Task requirements:
The records that follow should be copied in full, exactly as they read.

Records to use:
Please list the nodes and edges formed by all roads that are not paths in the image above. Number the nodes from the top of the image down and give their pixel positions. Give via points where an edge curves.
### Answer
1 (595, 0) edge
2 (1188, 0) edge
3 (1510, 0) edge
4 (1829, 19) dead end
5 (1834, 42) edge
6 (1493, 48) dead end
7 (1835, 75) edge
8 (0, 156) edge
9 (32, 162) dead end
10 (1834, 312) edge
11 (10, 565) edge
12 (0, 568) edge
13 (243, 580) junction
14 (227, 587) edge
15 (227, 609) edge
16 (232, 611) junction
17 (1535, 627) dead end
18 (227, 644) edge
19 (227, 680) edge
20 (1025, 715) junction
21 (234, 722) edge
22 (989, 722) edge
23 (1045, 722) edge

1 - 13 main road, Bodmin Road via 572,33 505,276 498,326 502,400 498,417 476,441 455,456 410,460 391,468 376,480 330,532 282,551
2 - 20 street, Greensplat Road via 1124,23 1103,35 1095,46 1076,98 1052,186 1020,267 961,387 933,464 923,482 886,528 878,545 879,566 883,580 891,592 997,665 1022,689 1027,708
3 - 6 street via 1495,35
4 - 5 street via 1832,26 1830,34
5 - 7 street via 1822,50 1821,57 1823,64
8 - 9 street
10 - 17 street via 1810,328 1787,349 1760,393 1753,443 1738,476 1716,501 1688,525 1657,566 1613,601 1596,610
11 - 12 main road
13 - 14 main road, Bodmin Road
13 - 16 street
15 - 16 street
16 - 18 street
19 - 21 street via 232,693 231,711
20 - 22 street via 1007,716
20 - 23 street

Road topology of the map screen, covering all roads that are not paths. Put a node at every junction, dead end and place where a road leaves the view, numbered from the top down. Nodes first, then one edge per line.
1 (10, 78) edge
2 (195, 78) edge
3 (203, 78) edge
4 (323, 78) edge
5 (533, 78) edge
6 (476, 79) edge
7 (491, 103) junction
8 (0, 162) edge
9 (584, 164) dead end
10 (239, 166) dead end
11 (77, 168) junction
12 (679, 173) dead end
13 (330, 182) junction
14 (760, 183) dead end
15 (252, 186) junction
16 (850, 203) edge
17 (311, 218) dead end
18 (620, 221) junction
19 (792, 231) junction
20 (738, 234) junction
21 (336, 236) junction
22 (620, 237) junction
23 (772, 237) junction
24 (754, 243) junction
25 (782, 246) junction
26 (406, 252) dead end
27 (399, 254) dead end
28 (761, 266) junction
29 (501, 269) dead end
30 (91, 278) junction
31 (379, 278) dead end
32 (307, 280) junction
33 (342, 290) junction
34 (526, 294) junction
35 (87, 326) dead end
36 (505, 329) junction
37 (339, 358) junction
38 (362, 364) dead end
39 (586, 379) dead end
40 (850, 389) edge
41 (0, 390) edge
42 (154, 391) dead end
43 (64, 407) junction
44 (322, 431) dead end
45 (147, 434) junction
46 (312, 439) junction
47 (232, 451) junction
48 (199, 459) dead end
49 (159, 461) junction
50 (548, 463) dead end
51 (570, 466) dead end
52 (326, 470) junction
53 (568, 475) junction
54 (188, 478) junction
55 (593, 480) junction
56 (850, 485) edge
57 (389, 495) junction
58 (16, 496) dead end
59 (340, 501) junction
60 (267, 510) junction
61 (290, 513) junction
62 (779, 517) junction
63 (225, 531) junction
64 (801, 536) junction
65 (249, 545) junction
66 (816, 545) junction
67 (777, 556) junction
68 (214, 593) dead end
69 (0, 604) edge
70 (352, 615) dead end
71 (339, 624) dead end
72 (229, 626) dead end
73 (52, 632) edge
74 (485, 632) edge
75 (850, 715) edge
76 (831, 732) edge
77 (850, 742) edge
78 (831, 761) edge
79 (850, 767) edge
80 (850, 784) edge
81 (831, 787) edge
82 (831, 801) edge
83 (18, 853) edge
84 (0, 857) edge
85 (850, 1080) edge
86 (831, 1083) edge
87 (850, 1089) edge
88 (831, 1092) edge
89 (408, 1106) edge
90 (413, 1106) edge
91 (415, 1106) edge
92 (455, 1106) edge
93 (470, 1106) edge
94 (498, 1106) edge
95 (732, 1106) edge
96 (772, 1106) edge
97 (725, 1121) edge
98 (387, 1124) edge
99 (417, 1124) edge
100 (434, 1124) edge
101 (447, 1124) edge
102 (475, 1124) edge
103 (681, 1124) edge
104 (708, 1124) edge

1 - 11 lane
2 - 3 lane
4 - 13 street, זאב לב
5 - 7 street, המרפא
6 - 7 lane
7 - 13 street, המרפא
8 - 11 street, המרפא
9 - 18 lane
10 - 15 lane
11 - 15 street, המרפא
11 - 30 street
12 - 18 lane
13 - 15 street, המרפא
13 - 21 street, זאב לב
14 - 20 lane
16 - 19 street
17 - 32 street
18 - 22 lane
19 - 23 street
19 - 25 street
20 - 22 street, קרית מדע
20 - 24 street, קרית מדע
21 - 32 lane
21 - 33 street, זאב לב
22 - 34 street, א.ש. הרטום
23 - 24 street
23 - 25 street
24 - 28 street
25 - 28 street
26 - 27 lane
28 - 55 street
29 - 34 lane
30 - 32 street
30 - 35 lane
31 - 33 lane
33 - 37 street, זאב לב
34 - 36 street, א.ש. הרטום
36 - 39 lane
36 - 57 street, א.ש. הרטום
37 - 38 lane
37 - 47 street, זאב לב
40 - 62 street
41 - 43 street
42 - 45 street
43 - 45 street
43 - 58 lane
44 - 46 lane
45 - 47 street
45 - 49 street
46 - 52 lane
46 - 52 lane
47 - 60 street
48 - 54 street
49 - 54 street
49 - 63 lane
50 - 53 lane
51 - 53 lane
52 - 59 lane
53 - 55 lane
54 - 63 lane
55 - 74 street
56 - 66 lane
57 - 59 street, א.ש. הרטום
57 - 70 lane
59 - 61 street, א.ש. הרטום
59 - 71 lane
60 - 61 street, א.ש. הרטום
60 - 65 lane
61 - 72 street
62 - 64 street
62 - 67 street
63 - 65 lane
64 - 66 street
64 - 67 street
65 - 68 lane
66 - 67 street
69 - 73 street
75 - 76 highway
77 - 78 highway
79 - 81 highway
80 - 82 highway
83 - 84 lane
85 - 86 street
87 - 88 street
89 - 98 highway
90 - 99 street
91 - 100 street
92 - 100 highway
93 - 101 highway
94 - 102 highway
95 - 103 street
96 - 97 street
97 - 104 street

Solution to this task:
Please list the nodes and edges formed by all roads that are not paths in the image above. Number the nodes from the top of the image down and give their pixel positions. Give via points where an edge curves.
### Answer
1 (595, 0) edge
2 (1188, 0) edge
3 (1510, 0) edge
4 (1829, 19) dead end
5 (1834, 42) edge
6 (1493, 48) dead end
7 (1835, 75) edge
8 (0, 156) edge
9 (32, 162) dead end
10 (1834, 312) edge
11 (10, 565) edge
12 (0, 568) edge
13 (243, 580) junction
14 (227, 587) edge
15 (227, 609) edge
16 (232, 611) junction
17 (1535, 627) dead end
18 (227, 644) edge
19 (227, 680) edge
20 (1025, 715) junction
21 (234, 722) edge
22 (989, 722) edge
23 (1045, 722) edge

1 - 13 main road, Bodmin Road via 572,33 505,276 498,326 502,400 498,417 476,441 455,456 410,460 391,468 376,480 330,532 282,551
2 - 20 street, Greensplat Road via 1124,23 1103,35 1095,46 1076,98 1052,186 1020,267 961,387 933,464 923,482 886,528 878,545 879,566 883,580 891,592 997,665 1022,689 1027,708
3 - 6 street via 1495,35
4 - 5 street via 1832,26 1830,34
5 - 7 street via 1822,50 1821,57 1823,64
8 - 9 street
10 - 17 street via 1810,328 1787,349 1760,393 1753,443 1738,476 1716,501 1688,525 1657,566 1613,601 1596,610
11 - 12 main road
13 - 14 main road, Bodmin Road
13 - 16 street
15 - 16 street
16 - 18 street
19 - 21 street via 232,693 231,711
20 - 22 street via 1007,716
20 - 23 street

Road topology of the map screen, covering all roads that are not paths. Put a node at every junction, dead end and place where a road leaves the view, numbered from the top down. Nodes first, then one edge per line.
1 (10, 78) edge
2 (195, 78) edge
3 (203, 78) edge
4 (323, 78) edge
5 (533, 78) edge
6 (476, 79) edge
7 (491, 103) junction
8 (0, 162) edge
9 (584, 164) dead end
10 (239, 166) dead end
11 (77, 168) junction
12 (679, 173) dead end
13 (330, 182) junction
14 (760, 183) dead end
15 (252, 186) junction
16 (850, 203) edge
17 (311, 218) dead end
18 (620, 221) junction
19 (792, 231) junction
20 (738, 234) junction
21 (336, 236) junction
22 (620, 237) junction
23 (772, 237) junction
24 (754, 243) junction
25 (782, 246) junction
26 (406, 252) dead end
27 (399, 254) dead end
28 (761, 266) junction
29 (501, 269) dead end
30 (91, 278) junction
31 (379, 278) dead end
32 (307, 280) junction
33 (342, 290) junction
34 (526, 294) junction
35 (87, 326) dead end
36 (505, 329) junction
37 (339, 358) junction
38 (362, 364) dead end
39 (586, 379) dead end
40 (850, 389) edge
41 (0, 390) edge
42 (154, 391) dead end
43 (64, 407) junction
44 (322, 431) dead end
45 (147, 434) junction
46 (312, 439) junction
47 (232, 451) junction
48 (199, 459) dead end
49 (159, 461) junction
50 (548, 463) dead end
51 (570, 466) dead end
52 (326, 470) junction
53 (568, 475) junction
54 (188, 478) junction
55 (593, 480) junction
56 (850, 485) edge
57 (389, 495) junction
58 (16, 496) dead end
59 (340, 501) junction
60 (267, 510) junction
61 (290, 513) junction
62 (779, 517) junction
63 (225, 531) junction
64 (801, 536) junction
65 (249, 545) junction
66 (816, 545) junction
67 (777, 556) junction
68 (214, 593) dead end
69 (0, 604) edge
70 (352, 615) dead end
71 (339, 624) dead end
72 (229, 626) dead end
73 (52, 632) edge
74 (485, 632) edge
75 (850, 715) edge
76 (831, 732) edge
77 (850, 742) edge
78 (831, 761) edge
79 (850, 767) edge
80 (850, 784) edge
81 (831, 787) edge
82 (831, 801) edge
83 (18, 853) edge
84 (0, 857) edge
85 (850, 1080) edge
86 (831, 1083) edge
87 (850, 1089) edge
88 (831, 1092) edge
89 (408, 1106) edge
90 (413, 1106) edge
91 (415, 1106) edge
92 (455, 1106) edge
93 (470, 1106) edge
94 (498, 1106) edge
95 (732, 1106) edge
96 (772, 1106) edge
97 (725, 1121) edge
98 (387, 1124) edge
99 (417, 1124) edge
100 (434, 1124) edge
101 (447, 1124) edge
102 (475, 1124) edge
103 (681, 1124) edge
104 (708, 1124) edge

1 - 11 lane
2 - 3 lane
4 - 13 street, זאב לב
5 - 7 street, המרפא
6 - 7 lane
7 - 13 street, המרפא
8 - 11 street, המרפא
9 - 18 lane
10 - 15 lane
11 - 15 street, המרפא
11 - 30 street
12 - 18 lane
13 - 15 street, המרפא
13 - 21 street, זאב לב
14 - 20 lane
16 - 19 street
17 - 32 street
18 - 22 lane
19 - 23 street
19 - 25 street
20 - 22 street, קרית מדע
20 - 24 street, קרית מדע
21 - 32 lane
21 - 33 street, זאב לב
22 - 34 street, א.ש. הרטום
23 - 24 street
23 - 25 street
24 - 28 street
25 - 28 street
26 - 27 lane
28 - 55 street
29 - 34 lane
30 - 32 street
30 - 35 lane
31 - 33 lane
33 - 37 street, זאב לב
34 - 36 street, א.ש. הרטום
36 - 39 lane
36 - 57 street, א.ש. הרטום
37 - 38 lane
37 - 47 street, זאב לב
40 - 62 street
41 - 43 street
42 - 45 street
43 - 45 street
43 - 58 lane
44 - 46 lane
45 - 47 street
45 - 49 street
46 - 52 lane
46 - 52 lane
47 - 60 street
48 - 54 street
49 - 54 street
49 - 63 lane
50 - 53 lane
51 - 53 lane
52 - 59 lane
53 - 55 lane
54 - 63 lane
55 - 74 street
56 - 66 lane
57 - 59 street, א.ש. הרטום
57 - 70 lane
59 - 61 street, א.ש. הרטום
59 - 71 lane
60 - 61 street, א.ש. הרטום
60 - 65 lane
61 - 72 street
62 - 64 street
62 - 67 street
63 - 65 lane
64 - 66 street
64 - 67 street
65 - 68 lane
66 - 67 street
69 - 73 street
75 - 76 highway
77 - 78 highway
79 - 81 highway
80 - 82 highway
83 - 84 lane
85 - 86 street
87 - 88 street
89 - 98 highway
90 - 99 street
91 - 100 street
92 - 100 highway
93 - 101 highway
94 - 102 highway
95 - 103 street
96 - 97 street
97 - 104 street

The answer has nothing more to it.